‘But here they seem more inclined than they should be to that party which advocates “pleasure,” as being that which they define as either the whole, or the most important part of human happiness. And, what is more surprising, they even draw arguments in support of so nice an opinion from the principles of religion, which is usually sombre and severe, and of a stern and melancholy character. For they never dispute about happiness without joining some principles drawn from religion to those derived from rational philosophy; without which, reason is, in their opinion, defective and feeble in the search for true happiness. Their religious principles are as follow. The soul is immortal, and, by the goodness of God, born to happiness. He has appointed rewards after this life for man’s virtues and good deeds—punishment for his sins. Now, though these principles appertain to religion, yet they think that they are led by reason to believe and assent to them.

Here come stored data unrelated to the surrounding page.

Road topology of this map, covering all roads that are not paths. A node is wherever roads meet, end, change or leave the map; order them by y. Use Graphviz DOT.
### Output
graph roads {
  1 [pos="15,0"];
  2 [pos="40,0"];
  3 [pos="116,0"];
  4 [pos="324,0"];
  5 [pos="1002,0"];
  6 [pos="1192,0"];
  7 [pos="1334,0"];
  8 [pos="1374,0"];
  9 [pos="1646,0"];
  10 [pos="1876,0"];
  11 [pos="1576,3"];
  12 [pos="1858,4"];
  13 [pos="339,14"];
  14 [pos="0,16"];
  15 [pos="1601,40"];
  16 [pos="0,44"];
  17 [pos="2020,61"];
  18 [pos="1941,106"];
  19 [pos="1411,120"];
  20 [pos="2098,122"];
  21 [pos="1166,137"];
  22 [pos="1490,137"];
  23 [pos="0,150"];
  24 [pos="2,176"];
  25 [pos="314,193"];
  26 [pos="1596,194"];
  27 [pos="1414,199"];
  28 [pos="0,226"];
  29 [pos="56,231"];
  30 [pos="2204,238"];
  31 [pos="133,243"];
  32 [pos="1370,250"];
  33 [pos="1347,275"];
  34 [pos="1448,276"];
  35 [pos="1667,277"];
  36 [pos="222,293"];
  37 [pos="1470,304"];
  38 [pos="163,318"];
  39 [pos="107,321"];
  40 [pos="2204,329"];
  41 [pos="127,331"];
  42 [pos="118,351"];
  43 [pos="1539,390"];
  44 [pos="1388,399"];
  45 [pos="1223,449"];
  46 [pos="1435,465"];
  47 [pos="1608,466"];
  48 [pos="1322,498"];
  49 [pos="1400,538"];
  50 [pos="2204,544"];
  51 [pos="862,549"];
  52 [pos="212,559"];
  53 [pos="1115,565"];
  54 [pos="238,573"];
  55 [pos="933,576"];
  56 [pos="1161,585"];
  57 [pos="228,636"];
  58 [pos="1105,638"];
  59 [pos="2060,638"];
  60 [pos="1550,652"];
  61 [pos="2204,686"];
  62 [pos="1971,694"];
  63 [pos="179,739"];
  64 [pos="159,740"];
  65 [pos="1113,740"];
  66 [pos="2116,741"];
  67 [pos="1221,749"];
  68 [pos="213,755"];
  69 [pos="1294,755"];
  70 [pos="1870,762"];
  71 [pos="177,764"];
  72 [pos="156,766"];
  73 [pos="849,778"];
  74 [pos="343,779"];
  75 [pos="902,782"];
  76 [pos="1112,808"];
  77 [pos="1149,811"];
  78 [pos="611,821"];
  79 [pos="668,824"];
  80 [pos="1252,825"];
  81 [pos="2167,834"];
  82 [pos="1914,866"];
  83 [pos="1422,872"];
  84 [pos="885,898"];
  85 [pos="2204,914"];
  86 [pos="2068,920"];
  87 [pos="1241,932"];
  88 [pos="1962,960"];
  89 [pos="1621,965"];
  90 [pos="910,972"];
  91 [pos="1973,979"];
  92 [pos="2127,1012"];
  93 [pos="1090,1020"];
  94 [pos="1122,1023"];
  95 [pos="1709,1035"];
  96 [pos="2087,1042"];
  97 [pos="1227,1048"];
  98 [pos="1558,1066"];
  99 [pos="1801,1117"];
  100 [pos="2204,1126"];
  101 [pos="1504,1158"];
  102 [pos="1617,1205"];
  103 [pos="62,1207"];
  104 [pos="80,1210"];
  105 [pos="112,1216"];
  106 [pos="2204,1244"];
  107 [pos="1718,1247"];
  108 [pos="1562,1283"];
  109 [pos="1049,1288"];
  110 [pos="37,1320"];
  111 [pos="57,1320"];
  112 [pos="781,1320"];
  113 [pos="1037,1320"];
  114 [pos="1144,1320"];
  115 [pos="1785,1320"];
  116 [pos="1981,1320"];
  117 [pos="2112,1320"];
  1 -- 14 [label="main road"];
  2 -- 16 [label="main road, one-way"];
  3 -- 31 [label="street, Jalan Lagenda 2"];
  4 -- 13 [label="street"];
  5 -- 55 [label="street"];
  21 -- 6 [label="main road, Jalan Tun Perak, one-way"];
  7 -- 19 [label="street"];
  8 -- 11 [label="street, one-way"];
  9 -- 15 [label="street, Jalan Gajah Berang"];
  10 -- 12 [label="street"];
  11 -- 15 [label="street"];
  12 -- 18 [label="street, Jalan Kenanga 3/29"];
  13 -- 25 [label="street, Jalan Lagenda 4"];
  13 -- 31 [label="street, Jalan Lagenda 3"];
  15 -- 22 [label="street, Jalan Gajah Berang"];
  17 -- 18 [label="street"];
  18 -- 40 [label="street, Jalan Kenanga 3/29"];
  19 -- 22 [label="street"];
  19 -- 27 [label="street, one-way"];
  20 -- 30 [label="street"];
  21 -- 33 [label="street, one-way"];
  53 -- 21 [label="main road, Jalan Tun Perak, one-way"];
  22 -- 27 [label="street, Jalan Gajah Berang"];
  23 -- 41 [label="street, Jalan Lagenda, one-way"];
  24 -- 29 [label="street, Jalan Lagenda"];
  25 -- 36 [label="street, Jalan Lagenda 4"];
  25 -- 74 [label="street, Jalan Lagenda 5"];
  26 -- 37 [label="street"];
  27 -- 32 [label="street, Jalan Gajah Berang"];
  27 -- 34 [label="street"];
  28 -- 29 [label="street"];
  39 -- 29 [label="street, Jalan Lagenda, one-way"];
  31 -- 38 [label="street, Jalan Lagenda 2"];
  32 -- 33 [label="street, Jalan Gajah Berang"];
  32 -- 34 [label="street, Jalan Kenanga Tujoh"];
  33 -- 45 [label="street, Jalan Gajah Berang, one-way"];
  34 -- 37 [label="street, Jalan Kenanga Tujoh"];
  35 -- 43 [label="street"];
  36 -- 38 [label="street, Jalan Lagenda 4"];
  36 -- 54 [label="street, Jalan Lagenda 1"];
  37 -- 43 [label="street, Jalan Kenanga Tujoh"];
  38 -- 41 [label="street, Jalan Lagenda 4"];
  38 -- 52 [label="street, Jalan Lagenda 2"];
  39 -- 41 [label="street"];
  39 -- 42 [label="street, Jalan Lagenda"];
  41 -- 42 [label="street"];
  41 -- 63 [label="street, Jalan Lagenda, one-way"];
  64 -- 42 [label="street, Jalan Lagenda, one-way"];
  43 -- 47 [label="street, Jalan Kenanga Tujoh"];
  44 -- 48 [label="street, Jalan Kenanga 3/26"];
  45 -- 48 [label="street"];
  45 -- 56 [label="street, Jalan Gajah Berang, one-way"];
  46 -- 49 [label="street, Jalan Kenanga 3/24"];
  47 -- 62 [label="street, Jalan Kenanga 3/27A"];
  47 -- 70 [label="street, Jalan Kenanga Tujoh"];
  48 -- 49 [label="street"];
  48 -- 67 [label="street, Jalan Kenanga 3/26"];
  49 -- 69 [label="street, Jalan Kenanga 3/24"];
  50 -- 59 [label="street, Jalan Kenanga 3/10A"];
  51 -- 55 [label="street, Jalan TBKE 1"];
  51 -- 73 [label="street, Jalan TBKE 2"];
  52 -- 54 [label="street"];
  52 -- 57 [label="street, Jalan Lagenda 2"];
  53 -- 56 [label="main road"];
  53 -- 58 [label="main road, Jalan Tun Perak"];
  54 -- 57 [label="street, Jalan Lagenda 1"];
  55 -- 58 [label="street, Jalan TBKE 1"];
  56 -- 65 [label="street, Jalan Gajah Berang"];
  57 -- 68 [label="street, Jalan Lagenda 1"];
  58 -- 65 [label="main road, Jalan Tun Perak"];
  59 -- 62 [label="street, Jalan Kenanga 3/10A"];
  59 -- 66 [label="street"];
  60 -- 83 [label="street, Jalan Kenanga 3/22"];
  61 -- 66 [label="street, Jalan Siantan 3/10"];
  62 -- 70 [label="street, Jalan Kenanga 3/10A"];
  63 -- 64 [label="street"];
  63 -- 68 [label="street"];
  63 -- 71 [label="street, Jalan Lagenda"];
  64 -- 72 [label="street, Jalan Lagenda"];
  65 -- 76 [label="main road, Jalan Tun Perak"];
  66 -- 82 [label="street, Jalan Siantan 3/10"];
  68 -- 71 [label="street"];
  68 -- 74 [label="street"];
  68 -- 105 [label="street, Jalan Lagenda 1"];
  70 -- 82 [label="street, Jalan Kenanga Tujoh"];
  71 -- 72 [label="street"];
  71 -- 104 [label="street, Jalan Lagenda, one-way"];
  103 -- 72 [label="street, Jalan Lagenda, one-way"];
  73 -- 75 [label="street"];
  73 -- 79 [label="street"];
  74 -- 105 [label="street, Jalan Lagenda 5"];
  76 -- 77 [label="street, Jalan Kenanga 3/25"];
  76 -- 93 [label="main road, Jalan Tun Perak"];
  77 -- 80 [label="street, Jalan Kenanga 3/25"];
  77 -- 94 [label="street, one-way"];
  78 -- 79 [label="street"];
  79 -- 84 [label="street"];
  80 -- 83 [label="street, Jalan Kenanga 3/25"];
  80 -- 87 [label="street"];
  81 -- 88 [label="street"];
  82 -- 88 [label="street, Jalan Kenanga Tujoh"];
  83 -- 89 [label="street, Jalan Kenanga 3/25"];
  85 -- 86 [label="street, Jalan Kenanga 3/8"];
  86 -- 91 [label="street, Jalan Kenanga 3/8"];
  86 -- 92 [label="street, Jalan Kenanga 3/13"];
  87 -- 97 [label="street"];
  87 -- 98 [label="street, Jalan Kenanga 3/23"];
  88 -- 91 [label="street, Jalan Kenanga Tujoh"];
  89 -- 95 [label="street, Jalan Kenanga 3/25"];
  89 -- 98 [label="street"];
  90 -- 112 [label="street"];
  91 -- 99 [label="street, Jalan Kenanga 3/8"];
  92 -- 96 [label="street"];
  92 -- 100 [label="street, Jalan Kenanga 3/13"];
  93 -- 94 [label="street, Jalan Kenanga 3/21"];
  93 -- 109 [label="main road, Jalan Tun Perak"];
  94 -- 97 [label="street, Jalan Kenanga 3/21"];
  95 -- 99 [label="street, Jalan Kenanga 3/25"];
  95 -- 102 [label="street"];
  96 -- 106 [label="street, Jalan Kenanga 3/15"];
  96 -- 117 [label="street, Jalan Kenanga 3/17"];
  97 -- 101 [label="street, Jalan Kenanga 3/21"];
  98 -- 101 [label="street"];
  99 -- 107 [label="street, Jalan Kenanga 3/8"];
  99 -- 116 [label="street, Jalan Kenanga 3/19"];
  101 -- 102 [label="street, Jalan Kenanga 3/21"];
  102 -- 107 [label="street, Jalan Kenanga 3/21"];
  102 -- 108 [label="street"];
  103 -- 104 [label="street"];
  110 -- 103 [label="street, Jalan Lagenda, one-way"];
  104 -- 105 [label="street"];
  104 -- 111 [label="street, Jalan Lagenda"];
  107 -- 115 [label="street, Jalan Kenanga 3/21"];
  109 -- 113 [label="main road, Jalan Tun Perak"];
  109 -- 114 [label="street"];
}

Apart from these principles, they unhesitatingly declare that no man can be so foolish as not to see that pleasure is to be pursued for its own sake through thick and thin; so long as he takes care only not to let a less pleasure stand in the way of a greater, and not to pursue any pleasure which is followed in its turn by pain.
‘For they consider “virtue” austere and hard to strive after; and they deem it the greatest madness for a man not only to exclude all “pleasure” from life, but even voluntarily to suffer pain without prospect of future profit (for what profit can there be, if you gain nothing after death, after having spent the whole of your life without pleasure, that is, in misery?).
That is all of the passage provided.